#### Source information
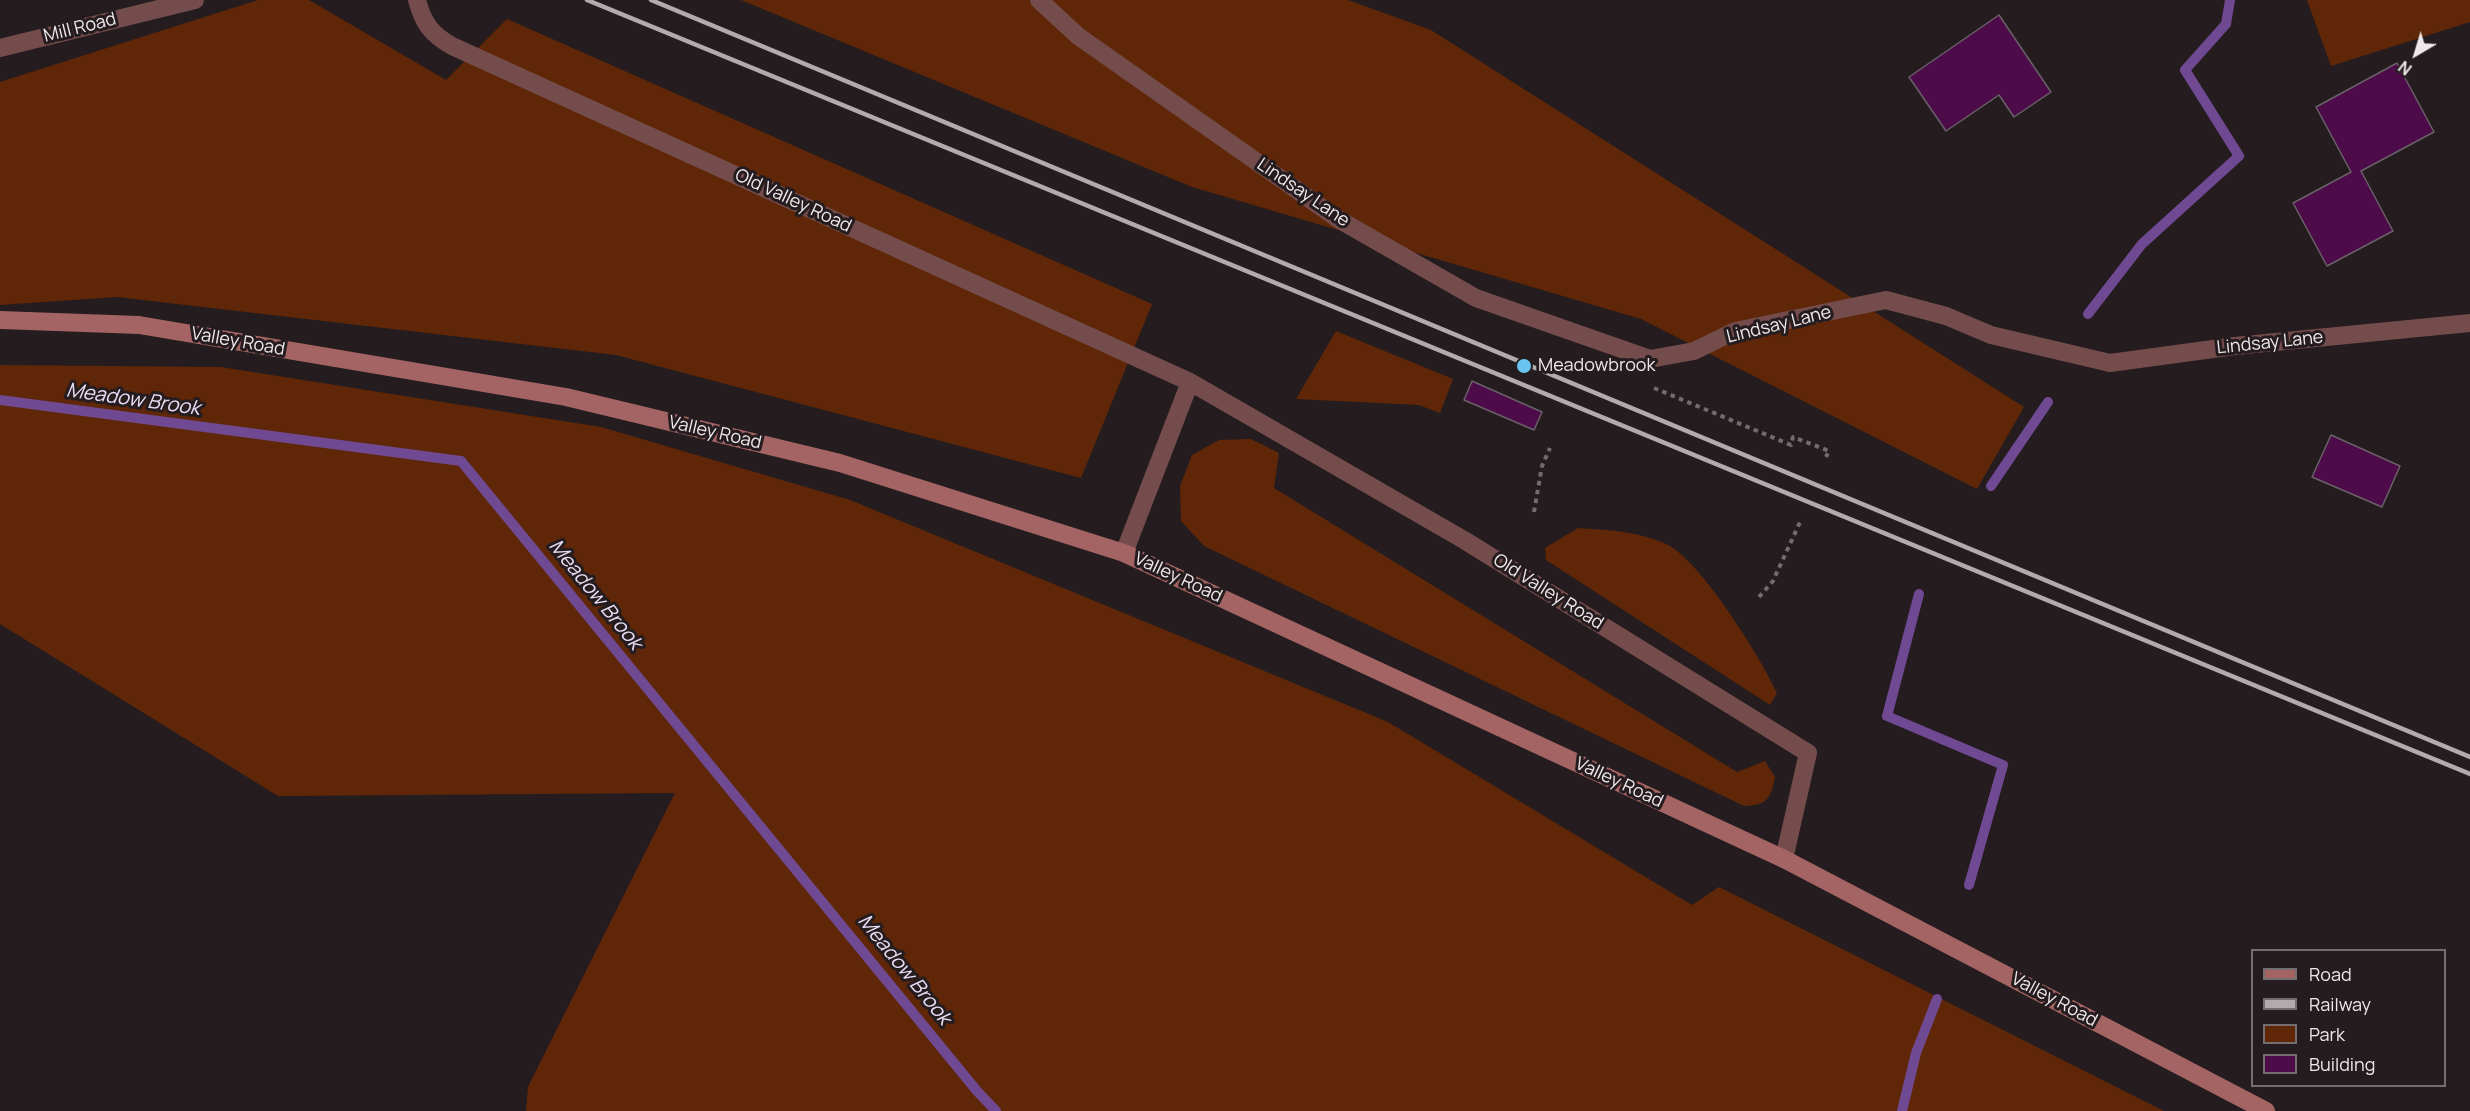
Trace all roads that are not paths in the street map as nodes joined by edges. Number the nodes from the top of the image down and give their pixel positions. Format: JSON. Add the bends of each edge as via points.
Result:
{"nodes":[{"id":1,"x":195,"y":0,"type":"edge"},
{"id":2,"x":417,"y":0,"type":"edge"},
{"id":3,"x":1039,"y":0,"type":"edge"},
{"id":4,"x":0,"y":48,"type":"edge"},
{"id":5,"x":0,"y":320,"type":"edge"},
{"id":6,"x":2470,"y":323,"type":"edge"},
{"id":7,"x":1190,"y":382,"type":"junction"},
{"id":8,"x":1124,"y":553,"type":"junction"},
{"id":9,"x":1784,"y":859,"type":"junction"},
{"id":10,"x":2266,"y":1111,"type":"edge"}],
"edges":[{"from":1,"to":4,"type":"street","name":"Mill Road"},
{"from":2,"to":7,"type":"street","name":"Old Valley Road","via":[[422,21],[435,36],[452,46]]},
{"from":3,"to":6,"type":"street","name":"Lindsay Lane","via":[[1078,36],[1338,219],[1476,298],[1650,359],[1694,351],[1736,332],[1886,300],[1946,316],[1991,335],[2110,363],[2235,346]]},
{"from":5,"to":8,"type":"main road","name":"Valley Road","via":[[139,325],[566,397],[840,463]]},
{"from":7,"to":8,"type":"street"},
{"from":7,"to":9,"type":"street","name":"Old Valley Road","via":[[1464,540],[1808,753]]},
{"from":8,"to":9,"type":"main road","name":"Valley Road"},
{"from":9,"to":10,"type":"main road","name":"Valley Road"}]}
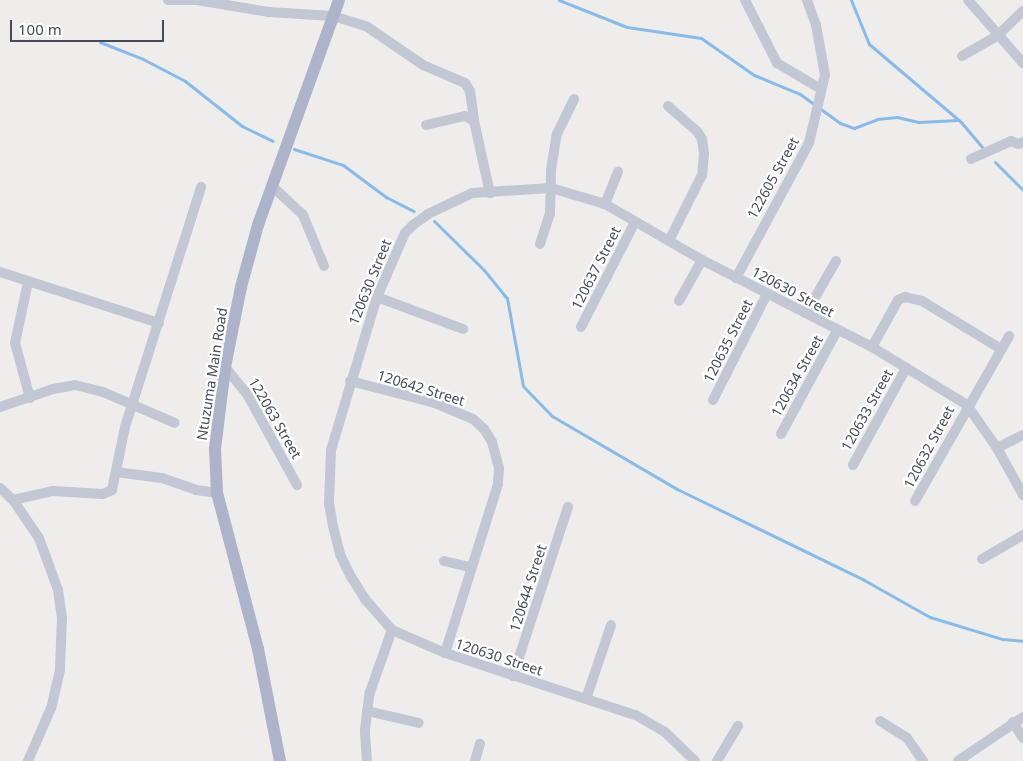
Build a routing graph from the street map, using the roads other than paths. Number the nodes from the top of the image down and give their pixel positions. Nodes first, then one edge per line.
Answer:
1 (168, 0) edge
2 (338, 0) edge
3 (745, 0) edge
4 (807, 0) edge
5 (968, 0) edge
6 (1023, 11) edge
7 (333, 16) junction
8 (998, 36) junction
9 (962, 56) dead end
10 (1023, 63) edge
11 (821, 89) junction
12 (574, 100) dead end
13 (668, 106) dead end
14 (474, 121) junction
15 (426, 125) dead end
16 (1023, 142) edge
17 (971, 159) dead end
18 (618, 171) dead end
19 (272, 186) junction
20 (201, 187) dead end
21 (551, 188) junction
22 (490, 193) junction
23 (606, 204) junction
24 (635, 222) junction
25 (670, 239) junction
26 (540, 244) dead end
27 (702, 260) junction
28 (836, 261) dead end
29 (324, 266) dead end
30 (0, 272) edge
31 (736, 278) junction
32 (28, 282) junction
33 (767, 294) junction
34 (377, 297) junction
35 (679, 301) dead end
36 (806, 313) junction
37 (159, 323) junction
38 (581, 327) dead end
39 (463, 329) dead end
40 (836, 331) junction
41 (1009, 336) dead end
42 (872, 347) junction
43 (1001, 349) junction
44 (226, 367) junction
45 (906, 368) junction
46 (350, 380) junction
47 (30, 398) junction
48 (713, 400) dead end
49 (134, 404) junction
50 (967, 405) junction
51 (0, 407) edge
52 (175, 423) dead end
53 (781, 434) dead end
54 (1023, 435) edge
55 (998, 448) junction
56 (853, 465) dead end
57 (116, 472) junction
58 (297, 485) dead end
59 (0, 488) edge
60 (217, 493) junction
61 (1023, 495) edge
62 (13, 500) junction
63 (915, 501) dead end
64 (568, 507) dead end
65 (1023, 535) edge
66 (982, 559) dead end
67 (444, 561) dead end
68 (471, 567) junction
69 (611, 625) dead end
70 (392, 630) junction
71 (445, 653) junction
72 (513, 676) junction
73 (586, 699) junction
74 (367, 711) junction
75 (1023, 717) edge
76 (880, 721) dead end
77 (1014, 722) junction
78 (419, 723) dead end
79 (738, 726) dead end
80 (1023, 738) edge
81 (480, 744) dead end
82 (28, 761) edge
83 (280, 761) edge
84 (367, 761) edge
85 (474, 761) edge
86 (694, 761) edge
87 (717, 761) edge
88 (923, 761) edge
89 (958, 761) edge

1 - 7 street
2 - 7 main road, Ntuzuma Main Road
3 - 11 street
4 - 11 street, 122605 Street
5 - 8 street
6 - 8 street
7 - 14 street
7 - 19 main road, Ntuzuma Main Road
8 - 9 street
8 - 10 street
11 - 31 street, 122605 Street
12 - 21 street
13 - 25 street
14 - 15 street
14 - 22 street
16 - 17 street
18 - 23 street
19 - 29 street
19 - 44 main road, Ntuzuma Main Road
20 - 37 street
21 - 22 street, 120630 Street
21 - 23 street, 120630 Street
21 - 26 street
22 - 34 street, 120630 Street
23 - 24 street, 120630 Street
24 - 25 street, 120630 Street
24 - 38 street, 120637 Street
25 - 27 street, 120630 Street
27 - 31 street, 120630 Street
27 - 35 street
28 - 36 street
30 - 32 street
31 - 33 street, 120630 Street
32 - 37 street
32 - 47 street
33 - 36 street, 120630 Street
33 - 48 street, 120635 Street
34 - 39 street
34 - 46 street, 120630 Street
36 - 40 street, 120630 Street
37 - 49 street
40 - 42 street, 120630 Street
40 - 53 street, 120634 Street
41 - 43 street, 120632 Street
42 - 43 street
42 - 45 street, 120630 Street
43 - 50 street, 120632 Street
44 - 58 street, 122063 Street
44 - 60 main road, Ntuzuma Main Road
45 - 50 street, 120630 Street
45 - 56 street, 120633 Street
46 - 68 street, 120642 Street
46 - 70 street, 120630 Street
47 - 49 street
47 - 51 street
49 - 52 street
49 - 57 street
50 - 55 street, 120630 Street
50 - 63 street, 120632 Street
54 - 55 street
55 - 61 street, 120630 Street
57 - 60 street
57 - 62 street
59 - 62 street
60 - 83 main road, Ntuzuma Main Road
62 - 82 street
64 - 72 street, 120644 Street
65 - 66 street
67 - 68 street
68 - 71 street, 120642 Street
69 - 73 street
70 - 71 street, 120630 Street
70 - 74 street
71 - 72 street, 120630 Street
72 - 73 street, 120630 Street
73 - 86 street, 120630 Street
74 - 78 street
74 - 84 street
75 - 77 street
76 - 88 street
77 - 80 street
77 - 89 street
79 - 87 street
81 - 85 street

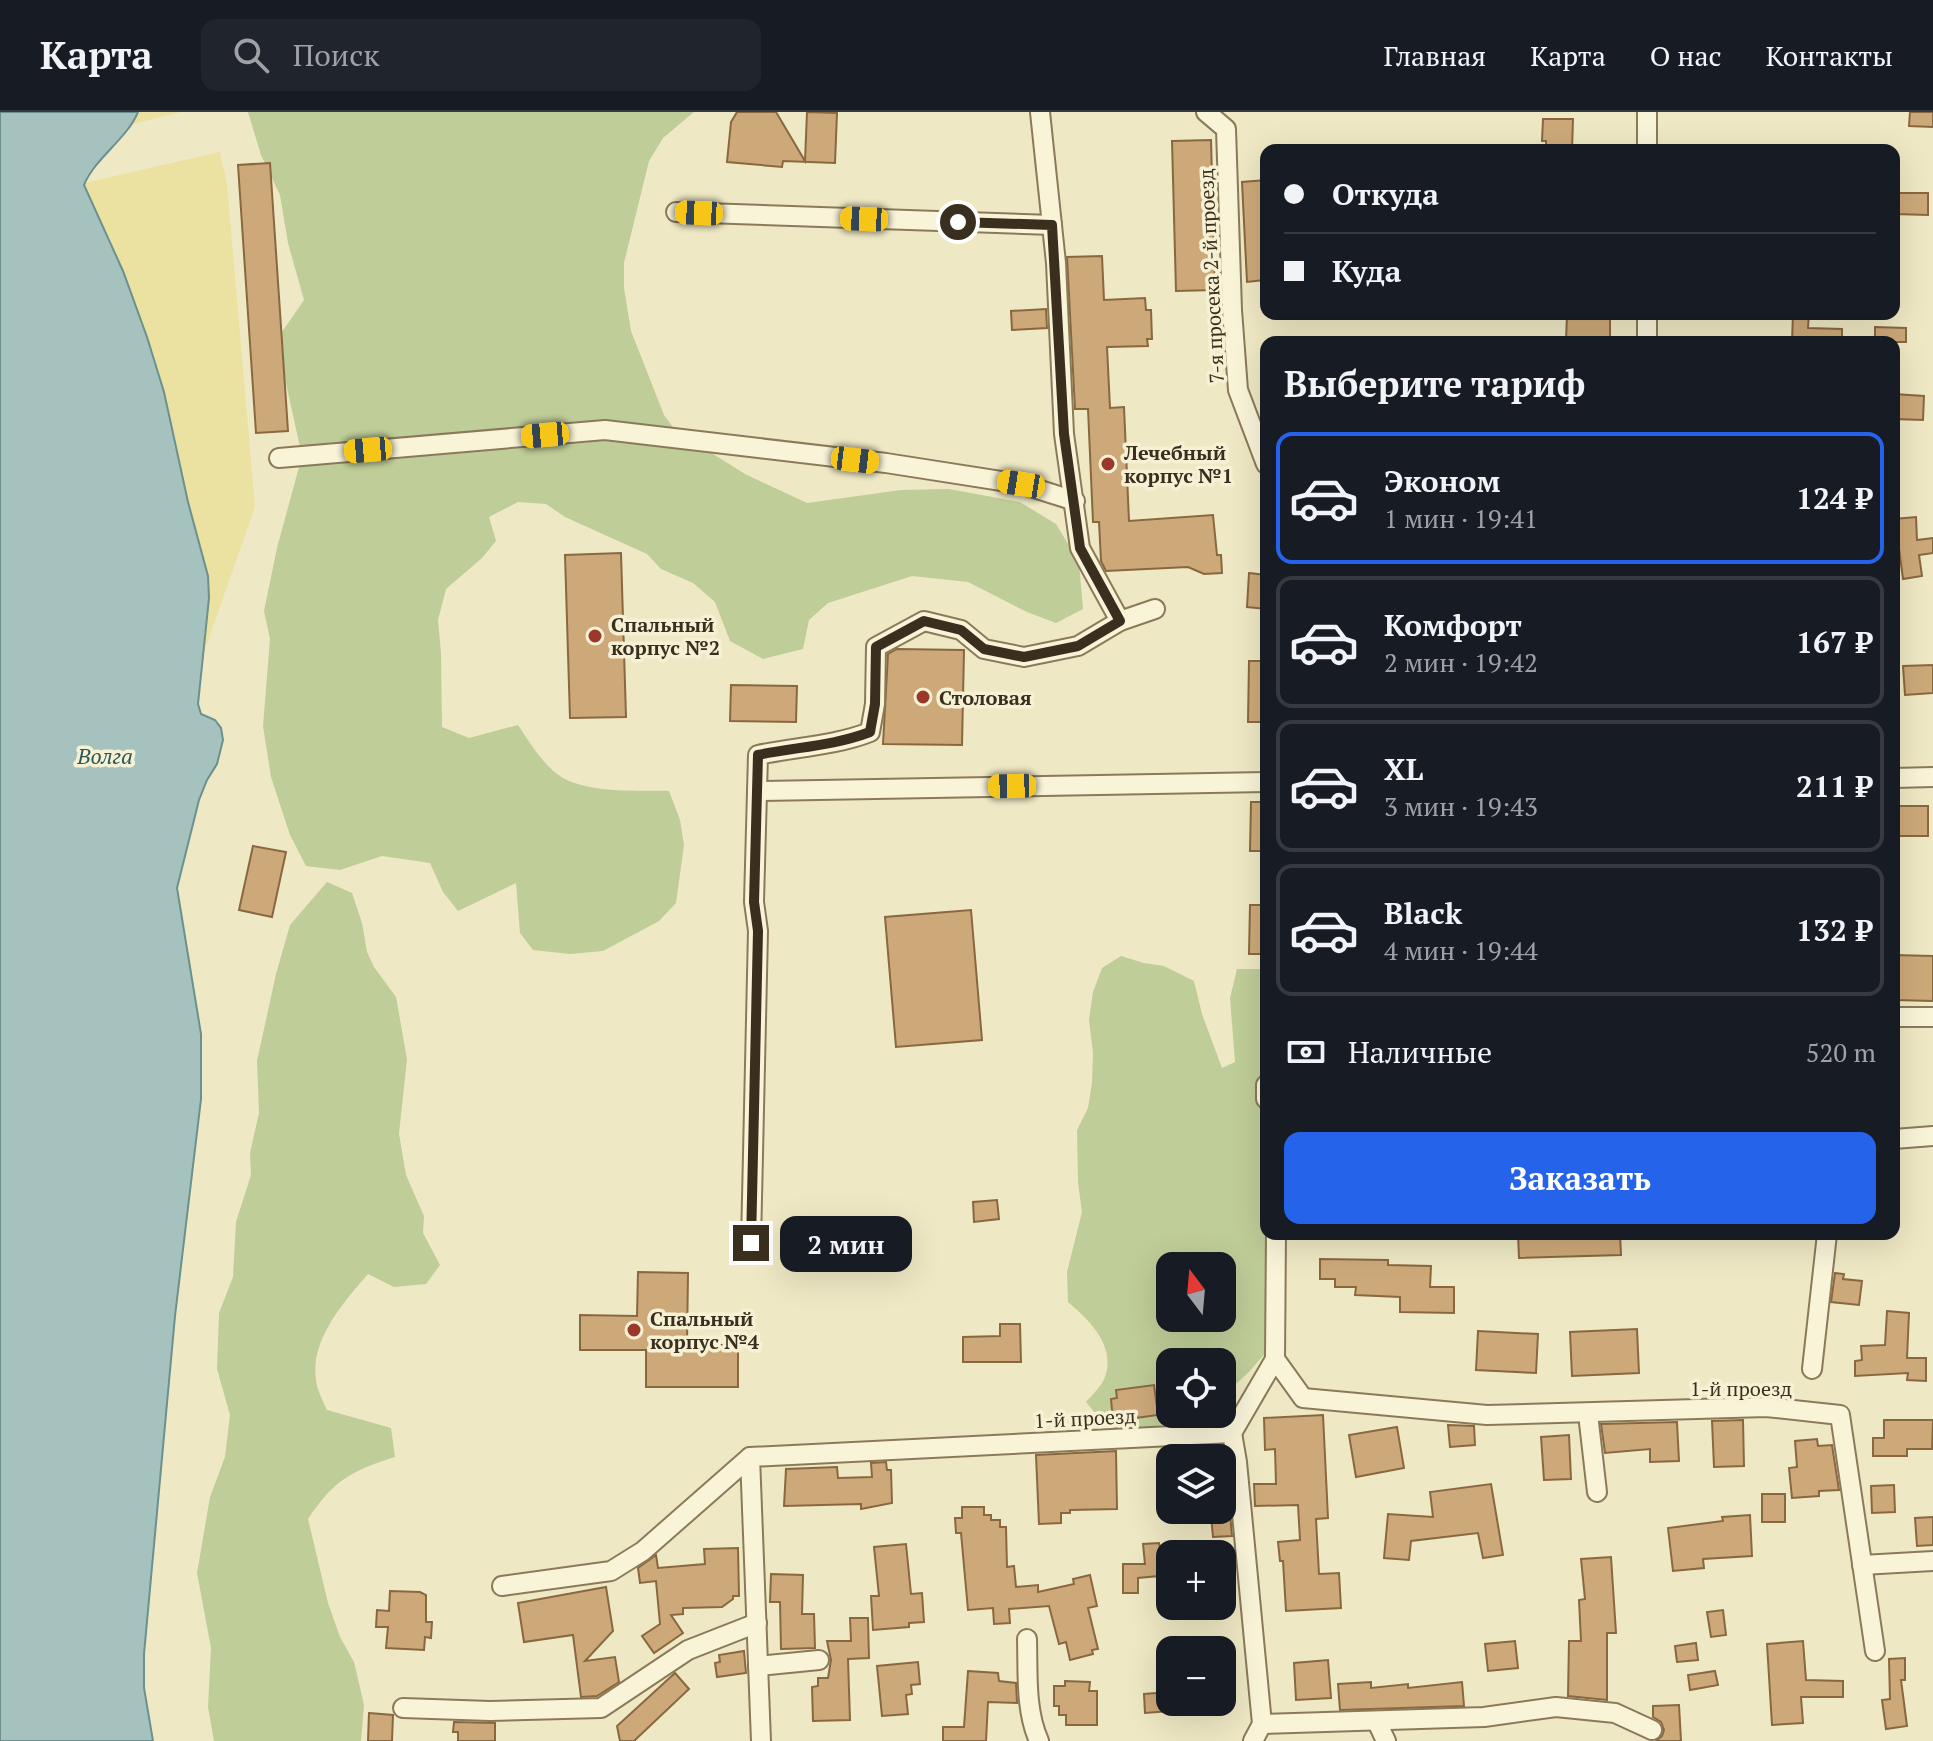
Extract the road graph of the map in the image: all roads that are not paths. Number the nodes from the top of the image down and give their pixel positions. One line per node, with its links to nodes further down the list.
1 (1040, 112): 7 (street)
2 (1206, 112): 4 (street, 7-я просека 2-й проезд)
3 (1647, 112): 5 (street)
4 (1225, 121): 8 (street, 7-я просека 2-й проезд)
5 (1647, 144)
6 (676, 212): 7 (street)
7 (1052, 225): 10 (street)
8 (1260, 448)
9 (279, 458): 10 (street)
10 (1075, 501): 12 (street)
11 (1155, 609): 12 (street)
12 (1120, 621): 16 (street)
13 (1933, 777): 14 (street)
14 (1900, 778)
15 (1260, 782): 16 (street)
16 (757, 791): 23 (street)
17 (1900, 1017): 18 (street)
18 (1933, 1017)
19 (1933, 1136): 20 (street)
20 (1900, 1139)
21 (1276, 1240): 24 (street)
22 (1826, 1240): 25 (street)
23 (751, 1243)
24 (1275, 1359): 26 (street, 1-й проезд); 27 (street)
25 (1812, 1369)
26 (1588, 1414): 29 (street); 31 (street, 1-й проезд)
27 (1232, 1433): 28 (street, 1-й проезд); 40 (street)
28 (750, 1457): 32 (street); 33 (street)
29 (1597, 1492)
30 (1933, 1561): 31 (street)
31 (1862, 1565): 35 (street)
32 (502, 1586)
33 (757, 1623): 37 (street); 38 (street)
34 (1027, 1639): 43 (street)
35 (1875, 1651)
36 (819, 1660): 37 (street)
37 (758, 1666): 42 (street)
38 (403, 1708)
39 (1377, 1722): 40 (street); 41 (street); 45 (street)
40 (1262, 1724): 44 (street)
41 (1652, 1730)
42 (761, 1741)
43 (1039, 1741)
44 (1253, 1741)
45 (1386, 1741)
########
Exercise →
Skip every picture and return the lines above from the top through the one that contains "Build a routing".

Answer to the exercise →
Trace all roads that are not paths in the street map as nodes joined by edges. Number the nodes from the top of the image down and give their pixel positions. Format: JSON. Add the bends of each edge as via points.
Result:
{"nodes":[{"id":1,"x":195,"y":0,"type":"edge"},
{"id":2,"x":417,"y":0,"type":"edge"},
{"id":3,"x":1039,"y":0,"type":"edge"},
{"id":4,"x":0,"y":48,"type":"edge"},
{"id":5,"x":0,"y":320,"type":"edge"},
{"id":6,"x":2470,"y":323,"type":"edge"},
{"id":7,"x":1190,"y":382,"type":"junction"},
{"id":8,"x":1124,"y":553,"type":"junction"},
{"id":9,"x":1784,"y":859,"type":"junction"},
{"id":10,"x":2266,"y":1111,"type":"edge"}],
"edges":[{"from":1,"to":4,"type":"street","name":"Mill Road"},
{"from":2,"to":7,"type":"street","name":"Old Valley Road","via":[[422,21],[435,36],[452,46]]},
{"from":3,"to":6,"type":"street","name":"Lindsay Lane","via":[[1078,36],[1338,219],[1476,298],[1650,359],[1694,351],[1736,332],[1886,300],[1946,316],[1991,335],[2110,363],[2235,346]]},
{"from":5,"to":8,"type":"main road","name":"Valley Road","via":[[139,325],[566,397],[840,463]]},
{"from":7,"to":8,"type":"street"},
{"from":7,"to":9,"type":"street","name":"Old Valley Road","via":[[1464,540],[1808,753]]},
{"from":8,"to":9,"type":"main road","name":"Valley Road"},
{"from":9,"to":10,"type":"main road","name":"Valley Road"}]}
Build a routing graph from the street map, using the roads other than paths. Number the nodes from the top of the image down and give their pixel positions. Nodes first, then one edge per line.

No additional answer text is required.